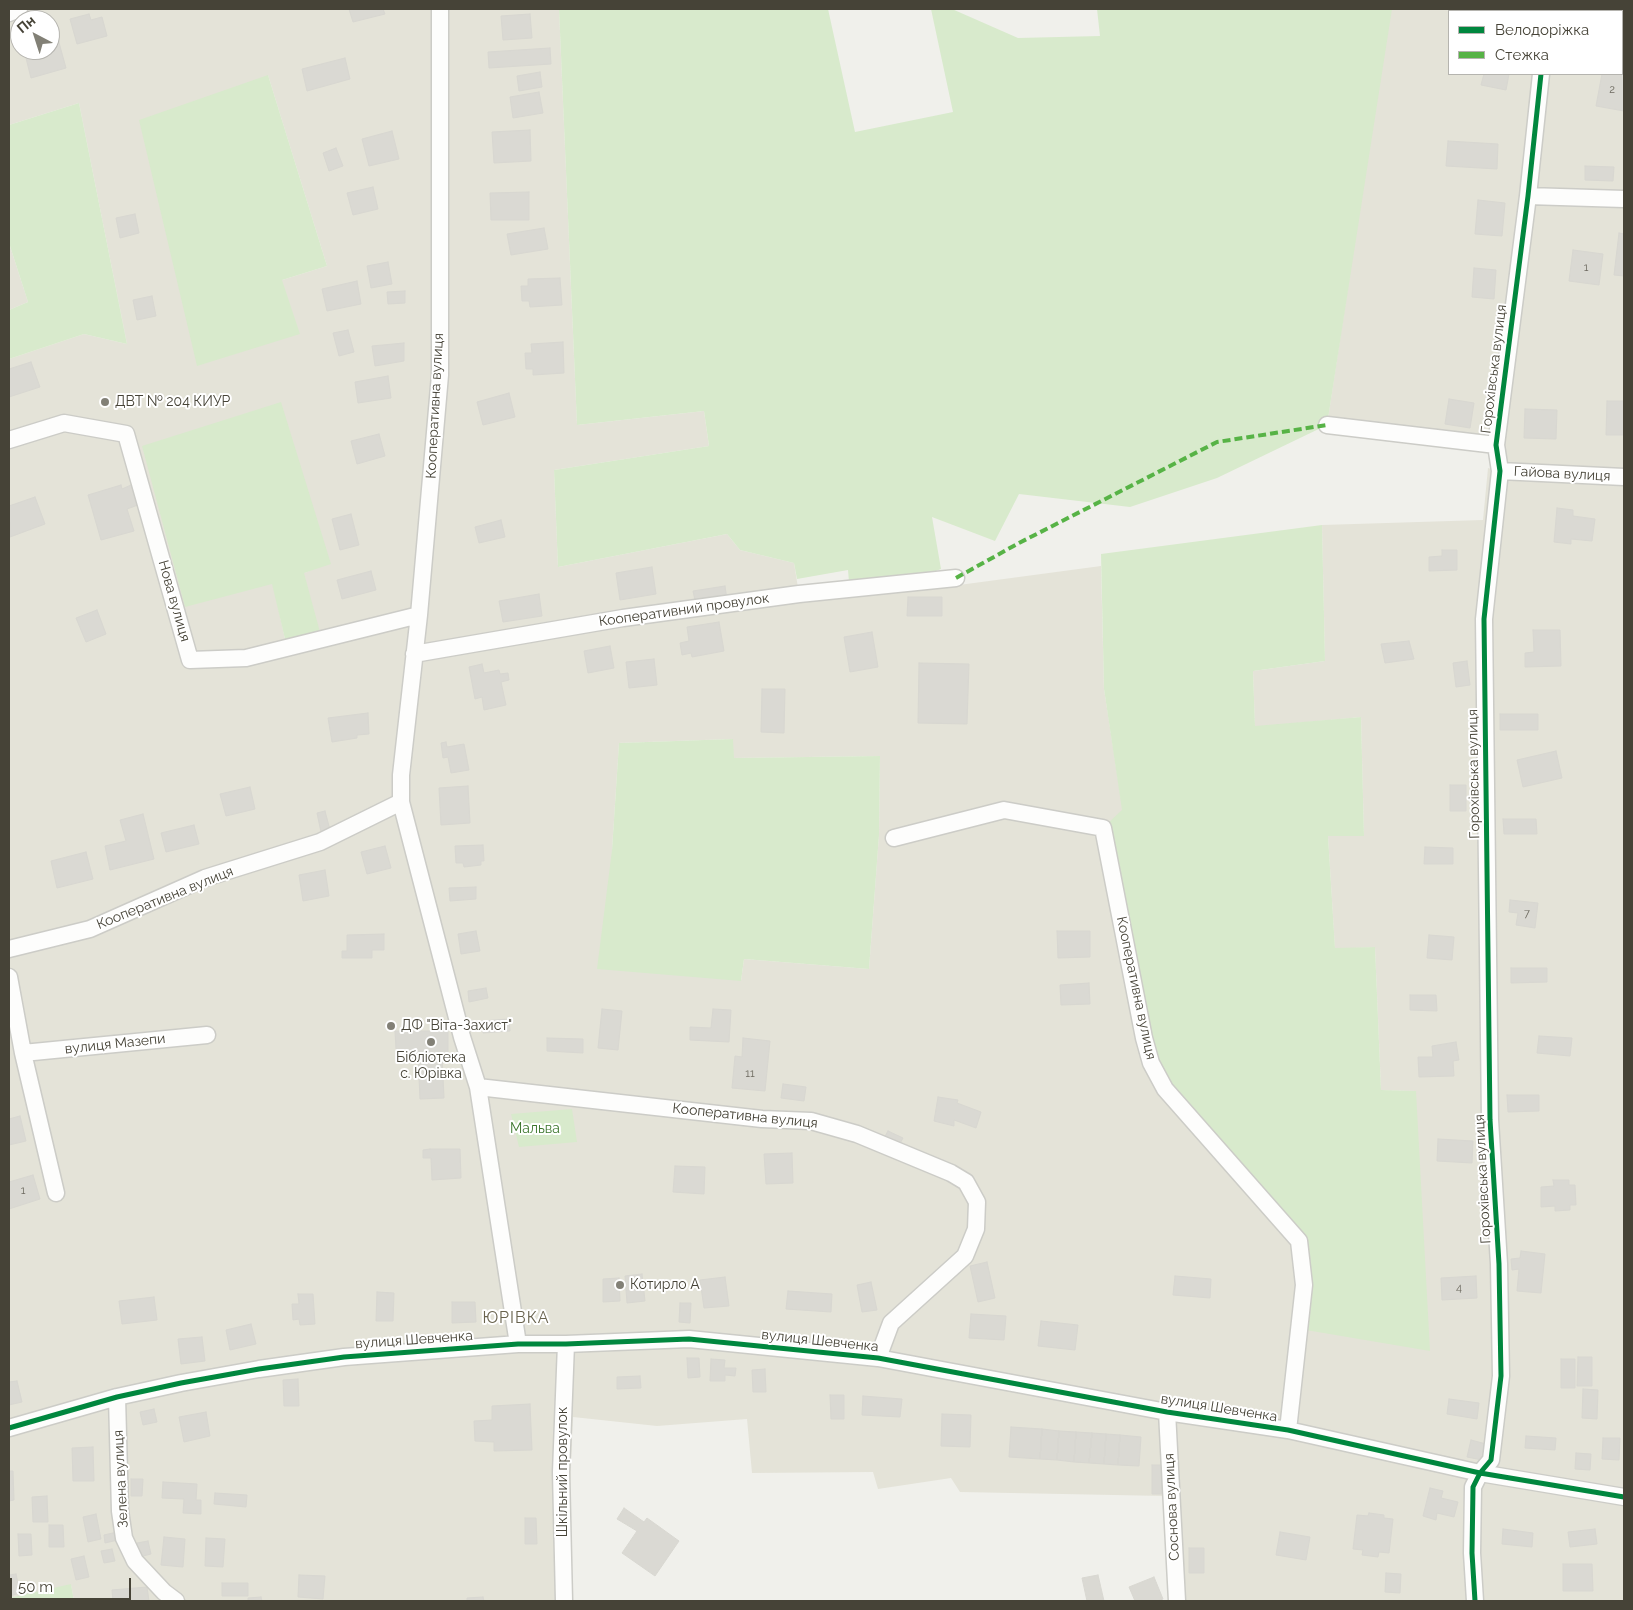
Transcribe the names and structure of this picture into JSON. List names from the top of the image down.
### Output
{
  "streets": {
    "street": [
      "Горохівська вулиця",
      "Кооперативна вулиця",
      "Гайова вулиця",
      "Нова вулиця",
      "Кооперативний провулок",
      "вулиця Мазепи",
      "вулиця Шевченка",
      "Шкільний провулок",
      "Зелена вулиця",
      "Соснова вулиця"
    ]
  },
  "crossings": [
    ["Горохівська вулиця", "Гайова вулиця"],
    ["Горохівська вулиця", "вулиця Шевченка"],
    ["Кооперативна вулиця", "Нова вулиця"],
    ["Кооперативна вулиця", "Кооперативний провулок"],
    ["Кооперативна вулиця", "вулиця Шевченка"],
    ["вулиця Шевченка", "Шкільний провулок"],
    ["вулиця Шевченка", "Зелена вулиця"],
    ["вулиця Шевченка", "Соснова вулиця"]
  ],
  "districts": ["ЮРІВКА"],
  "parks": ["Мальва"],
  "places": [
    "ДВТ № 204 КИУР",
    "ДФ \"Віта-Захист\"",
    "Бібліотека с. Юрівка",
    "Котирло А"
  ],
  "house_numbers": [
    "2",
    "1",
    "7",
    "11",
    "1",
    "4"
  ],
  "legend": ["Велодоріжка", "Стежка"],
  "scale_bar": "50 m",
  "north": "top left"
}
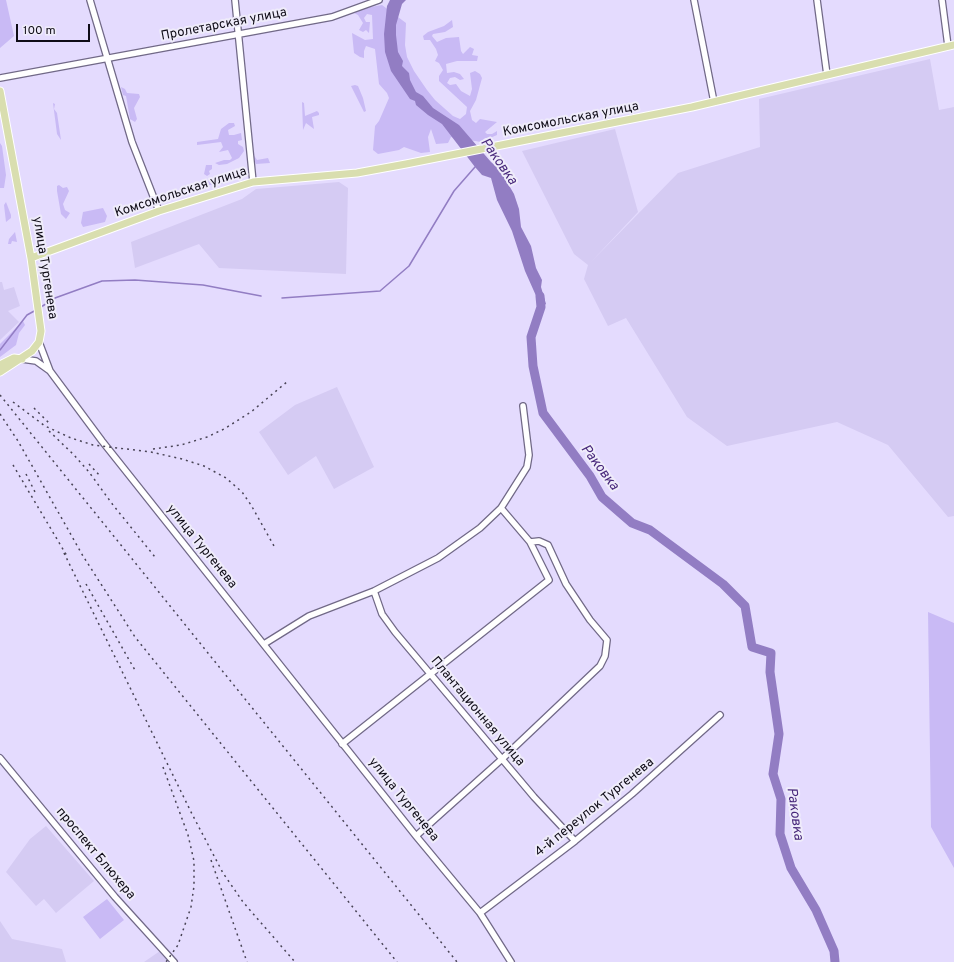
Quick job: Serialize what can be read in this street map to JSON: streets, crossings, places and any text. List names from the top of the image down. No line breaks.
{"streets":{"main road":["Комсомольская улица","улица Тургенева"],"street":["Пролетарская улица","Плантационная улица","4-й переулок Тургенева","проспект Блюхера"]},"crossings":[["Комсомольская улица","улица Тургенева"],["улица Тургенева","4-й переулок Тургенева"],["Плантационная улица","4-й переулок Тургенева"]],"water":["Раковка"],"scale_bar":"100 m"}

What is needed ▸ Reproduce the lines above letter for letter. The pictures stay behind.

Solution ▸
Transcribe the names and structure of this picture into JSON. List names from the top of the image down.
### Output
{
  "streets": {
    "street": [
      "Горохівська вулиця",
      "Кооперативна вулиця",
      "Гайова вулиця",
      "Нова вулиця",
      "Кооперативний провулок",
      "вулиця Мазепи",
      "вулиця Шевченка",
      "Шкільний провулок",
      "Зелена вулиця",
      "Соснова вулиця"
    ]
  },
  "crossings": [
    ["Горохівська вулиця", "Гайова вулиця"],
    ["Горохівська вулиця", "вулиця Шевченка"],
    ["Кооперативна вулиця", "Нова вулиця"],
    ["Кооперативна вулиця", "Кооперативний провулок"],
    ["Кооперативна вулиця", "вулиця Шевченка"],
    ["вулиця Шевченка", "Шкільний провулок"],
    ["вулиця Шевченка", "Зелена вулиця"],
    ["вулиця Шевченка", "Соснова вулиця"]
  ],
  "districts": ["ЮРІВКА"],
  "parks": ["Мальва"],
  "places": [
    "ДВТ № 204 КИУР",
    "ДФ \"Віта-Захист\"",
    "Бібліотека с. Юрівка",
    "Котирло А"
  ],
  "house_numbers": [
    "2",
    "1",
    "7",
    "11",
    "1",
    "4"
  ],
  "legend": ["Велодоріжка", "Стежка"],
  "scale_bar": "50 m",
  "north": "top left"
}
Quick job: Serialize what can be read in this street map to JSON: streets, crossings, places and any text. List names from the top of the image down. No line breaks.
{"streets":{"main road":["Комсомольская улица","улица Тургенева"],"street":["Пролетарская улица","Плантационная улица","4-й переулок Тургенева","проспект Блюхера"]},"crossings":[["Комсомольская улица","улица Тургенева"],["улица Тургенева","4-й переулок Тургенева"],["Плантационная улица","4-й переулок Тургенева"]],"water":["Раковка"],"scale_bar":"100 m"}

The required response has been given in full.